Collected data entries
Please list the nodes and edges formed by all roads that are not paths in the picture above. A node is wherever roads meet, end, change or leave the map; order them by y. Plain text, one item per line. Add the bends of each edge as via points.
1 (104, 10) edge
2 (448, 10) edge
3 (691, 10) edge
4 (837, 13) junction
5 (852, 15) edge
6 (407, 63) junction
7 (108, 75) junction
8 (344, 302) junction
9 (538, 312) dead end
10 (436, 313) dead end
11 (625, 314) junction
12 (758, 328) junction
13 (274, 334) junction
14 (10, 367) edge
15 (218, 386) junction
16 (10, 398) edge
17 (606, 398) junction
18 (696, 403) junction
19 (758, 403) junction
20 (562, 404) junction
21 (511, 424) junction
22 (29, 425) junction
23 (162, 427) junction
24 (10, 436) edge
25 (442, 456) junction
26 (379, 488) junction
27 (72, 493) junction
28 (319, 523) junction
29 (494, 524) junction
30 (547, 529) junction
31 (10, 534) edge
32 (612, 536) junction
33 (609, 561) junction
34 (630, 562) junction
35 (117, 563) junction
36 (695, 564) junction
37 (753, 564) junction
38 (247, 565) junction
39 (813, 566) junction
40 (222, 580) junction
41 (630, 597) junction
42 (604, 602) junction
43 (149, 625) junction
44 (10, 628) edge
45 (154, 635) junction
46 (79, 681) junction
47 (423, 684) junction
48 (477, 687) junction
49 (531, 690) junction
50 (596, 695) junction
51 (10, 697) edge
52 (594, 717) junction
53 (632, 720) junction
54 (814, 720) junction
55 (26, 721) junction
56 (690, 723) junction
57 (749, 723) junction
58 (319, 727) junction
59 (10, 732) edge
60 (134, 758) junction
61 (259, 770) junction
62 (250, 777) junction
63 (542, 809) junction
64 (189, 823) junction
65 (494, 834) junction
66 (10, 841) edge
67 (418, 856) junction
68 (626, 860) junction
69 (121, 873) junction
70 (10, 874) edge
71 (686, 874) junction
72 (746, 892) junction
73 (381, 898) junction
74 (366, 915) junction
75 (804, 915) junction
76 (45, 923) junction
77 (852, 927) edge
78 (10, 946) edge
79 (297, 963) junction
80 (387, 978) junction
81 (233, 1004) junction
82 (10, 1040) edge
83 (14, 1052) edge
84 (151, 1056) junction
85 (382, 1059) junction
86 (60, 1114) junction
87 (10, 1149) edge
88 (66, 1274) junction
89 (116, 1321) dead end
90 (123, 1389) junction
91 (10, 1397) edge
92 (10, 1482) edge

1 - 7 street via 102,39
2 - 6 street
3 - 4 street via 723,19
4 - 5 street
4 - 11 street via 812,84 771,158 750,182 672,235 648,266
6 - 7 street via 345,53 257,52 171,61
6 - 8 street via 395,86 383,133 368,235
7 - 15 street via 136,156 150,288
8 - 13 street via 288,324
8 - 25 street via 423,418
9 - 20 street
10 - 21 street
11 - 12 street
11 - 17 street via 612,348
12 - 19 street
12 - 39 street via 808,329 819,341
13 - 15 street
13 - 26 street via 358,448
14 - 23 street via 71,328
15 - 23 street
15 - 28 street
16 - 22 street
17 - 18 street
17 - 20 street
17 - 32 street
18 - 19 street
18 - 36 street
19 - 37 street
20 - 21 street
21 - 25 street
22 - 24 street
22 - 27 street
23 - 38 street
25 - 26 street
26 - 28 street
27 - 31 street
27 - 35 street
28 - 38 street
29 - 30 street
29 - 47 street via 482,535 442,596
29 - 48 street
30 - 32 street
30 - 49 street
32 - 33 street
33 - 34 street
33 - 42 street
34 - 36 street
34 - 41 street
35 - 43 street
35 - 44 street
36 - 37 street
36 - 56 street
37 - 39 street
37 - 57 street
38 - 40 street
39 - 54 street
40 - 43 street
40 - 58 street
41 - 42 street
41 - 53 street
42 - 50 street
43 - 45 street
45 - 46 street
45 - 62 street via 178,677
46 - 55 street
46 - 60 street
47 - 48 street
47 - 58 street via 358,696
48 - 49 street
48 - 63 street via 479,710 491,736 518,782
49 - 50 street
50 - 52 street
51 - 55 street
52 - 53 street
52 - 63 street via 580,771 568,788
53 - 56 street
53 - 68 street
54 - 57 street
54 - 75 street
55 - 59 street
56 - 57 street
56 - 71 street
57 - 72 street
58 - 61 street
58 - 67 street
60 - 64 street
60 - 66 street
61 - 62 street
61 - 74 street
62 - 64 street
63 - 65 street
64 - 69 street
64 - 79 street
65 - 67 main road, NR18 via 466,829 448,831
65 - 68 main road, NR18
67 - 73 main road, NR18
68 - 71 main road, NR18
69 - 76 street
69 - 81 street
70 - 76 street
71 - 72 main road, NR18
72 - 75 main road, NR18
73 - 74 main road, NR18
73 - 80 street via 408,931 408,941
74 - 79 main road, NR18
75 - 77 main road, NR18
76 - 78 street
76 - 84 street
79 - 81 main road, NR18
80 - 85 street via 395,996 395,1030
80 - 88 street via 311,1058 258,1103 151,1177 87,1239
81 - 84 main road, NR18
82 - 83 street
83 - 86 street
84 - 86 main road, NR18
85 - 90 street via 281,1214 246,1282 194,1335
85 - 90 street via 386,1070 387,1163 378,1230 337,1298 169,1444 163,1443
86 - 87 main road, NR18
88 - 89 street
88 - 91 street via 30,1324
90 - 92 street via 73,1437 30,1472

● **Required action**
Look through the lines above and collect those with the word "dead".

● **Reply**
9 (538, 312) dead end
10 (436, 313) dead end
89 (116, 1321) dead end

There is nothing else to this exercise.